9. Estimate the rolling three-factor model and plot the results:

In [None]:
MODEL_FORMULA = 'portf_ex_rtn ~ mkt + smb + hml'
results_df = rolling_factor_model(ff_data, 
                                 MODEL_FORMULA, 
                                 window_size=60)
results_df.plot(title = 'Rolling Fama-French Three-Factor model')

plt.tight_layout()
plt.show()

## Implementing the four- and five-factor models in Python

1. Import the libraries:

In [None]:
import pandas as pd
import yfinance as yf
import statsmodels.formula.api as smf
import pandas_datareader.data as web

2. Specify the risky asset and the time horizon:

In [None]:
RISKY_ASSET = 'AMZN'
START_DATE = '2013-12-31'
END_DATE = '2018-12-31'

3. Download the risk factors from prof.
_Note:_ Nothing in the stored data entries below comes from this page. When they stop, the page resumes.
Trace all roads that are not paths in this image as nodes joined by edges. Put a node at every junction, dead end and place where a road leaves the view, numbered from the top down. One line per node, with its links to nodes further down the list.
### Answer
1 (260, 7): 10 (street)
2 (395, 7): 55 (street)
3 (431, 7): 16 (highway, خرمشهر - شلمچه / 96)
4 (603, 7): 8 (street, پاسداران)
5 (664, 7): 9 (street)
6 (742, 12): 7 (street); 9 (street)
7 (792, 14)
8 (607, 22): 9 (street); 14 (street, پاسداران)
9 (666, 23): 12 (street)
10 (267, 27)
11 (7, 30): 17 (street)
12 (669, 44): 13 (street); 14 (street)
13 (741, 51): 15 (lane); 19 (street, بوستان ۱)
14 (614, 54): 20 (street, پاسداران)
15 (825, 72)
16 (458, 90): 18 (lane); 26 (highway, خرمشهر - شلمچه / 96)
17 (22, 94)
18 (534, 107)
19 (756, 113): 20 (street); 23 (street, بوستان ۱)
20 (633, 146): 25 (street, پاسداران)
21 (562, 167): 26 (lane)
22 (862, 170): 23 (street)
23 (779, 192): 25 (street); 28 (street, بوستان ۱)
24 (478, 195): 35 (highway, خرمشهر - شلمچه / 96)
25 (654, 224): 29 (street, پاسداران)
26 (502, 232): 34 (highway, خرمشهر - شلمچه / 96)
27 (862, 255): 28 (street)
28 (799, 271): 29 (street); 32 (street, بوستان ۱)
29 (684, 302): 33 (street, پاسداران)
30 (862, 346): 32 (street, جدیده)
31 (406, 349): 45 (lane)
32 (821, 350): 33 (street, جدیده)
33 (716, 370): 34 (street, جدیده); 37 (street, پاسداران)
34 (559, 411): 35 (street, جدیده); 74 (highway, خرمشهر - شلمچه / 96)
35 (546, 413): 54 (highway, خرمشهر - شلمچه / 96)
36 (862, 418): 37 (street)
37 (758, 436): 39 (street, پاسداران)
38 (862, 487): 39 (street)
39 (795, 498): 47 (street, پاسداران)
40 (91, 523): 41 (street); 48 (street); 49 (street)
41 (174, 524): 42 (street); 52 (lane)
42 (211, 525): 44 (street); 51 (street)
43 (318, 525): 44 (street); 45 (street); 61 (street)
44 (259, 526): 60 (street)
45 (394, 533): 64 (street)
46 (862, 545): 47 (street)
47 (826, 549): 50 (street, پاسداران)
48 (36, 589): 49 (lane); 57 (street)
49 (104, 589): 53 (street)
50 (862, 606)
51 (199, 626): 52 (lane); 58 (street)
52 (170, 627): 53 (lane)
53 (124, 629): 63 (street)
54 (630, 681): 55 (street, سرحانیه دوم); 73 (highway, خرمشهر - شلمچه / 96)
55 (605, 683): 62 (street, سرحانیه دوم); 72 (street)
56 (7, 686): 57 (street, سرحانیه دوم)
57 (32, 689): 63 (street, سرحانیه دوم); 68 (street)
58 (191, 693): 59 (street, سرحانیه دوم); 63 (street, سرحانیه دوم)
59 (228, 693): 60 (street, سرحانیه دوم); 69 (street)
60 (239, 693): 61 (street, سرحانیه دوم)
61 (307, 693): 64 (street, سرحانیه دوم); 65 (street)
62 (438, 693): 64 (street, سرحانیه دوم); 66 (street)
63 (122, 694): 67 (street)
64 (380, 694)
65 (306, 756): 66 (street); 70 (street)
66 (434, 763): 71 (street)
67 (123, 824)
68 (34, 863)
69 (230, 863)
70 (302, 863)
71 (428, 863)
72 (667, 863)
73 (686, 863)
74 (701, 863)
French's website:

In [None]:
# three factors 
df_three_factor = web.DataReader('F-F_Research_Data_Factors', 'famafrench', 
                                start=START_DATE)[0]
df_three_factor.index = df_three_factor.index.format()

# momentum factor
df_mom = web.DataReader('F-F_Momentum_Factor', 'famafrench', 
                       start=START_DATE)[0]
df_mom.index = df_mom.index.format()

# five factors
df_five_factor = web.DataReader('F-F_Research_Data_5_Factors_2x3', 
                               'famafrench', 
                               start=START_DATE)[0]
df_five_factor.index = df_five_factor.index.format()

4. Download the data of the risky asset from Yahoo Finance:

In [None]:
asset_df = yf.download(RISKY_ASSET,
                      start=START_DATE,
                      end=END_DATE,
                      adjusted=True,
                      progress=False)

print(f'Downloaded {asset_df.shape[0]} rows of data.')

5. Calculate monthly returns:

In [None]:
y = asset_df['Adj Close'].resample('M') \
                        .last() \
                        .pct_change() \
                        .dropna()

y.index = y.index.strftime('%Y-%m')
y.name = 'return'

6. Merge the datasets for the four-factor models:

In [None]:
# join all datasets on the index
four_factor_data = df_three_factor.join(df_mom).join(y)

# rename columns
four_factor_data.columns = ['mkt', 'smb', 'hml', 'rf', 'mom', 'rtn']

# divide everything (except returns) by 100
four_factor_data.loc[:, four_factor_data.columns != 'rtn'] /= 100

# select period of interest
four_factor_data = four_factor_data.loc[START_DATE:END_DATE]

# calculate excess returns
four_factor_data['excess_rtn'] = four_factor_data.rtn - four_factor_data.rf

four_factor_data.head()

7. Merge the datasets for the five-factor models

In [None]:
# join all datasets on the index
five_factor_data = df_five_factor.join(y)

# rename columns
five_factor_data.columns = ['mkt', 'smb', 'hml', 'rmw', 'cma', 'rf', 'rtn']

# divide everything (except returns) by 100
five_factor_data.loc[:, five_factor_data.columns != 'rtn'] /= 100

# select period of interest
five_factor_data = five_factor_data.loc[START_DATE:END_DATE]

# calculate excess returns
five_factor_data['excess_rtn'] = five_factor_data.rtn - five_factor_data.rf

five_factor_data.head()

8. Estimate the four-factor model:

In [None]:
four_factor_model = smf.ols(formula='excess_rtn ~ mkt + smb + hml + mom', 
                           data=four_factor_data).fit()

print(four_factor_model.summary())

9. Estimate the five-factor model:

In [None]:
five_factor_model = smf.ols(
formula='excess_rtn ~ mkt + smb + hml + rmw + cma',
data=five_factor_data
).fit()

print(five_factor_model.summary())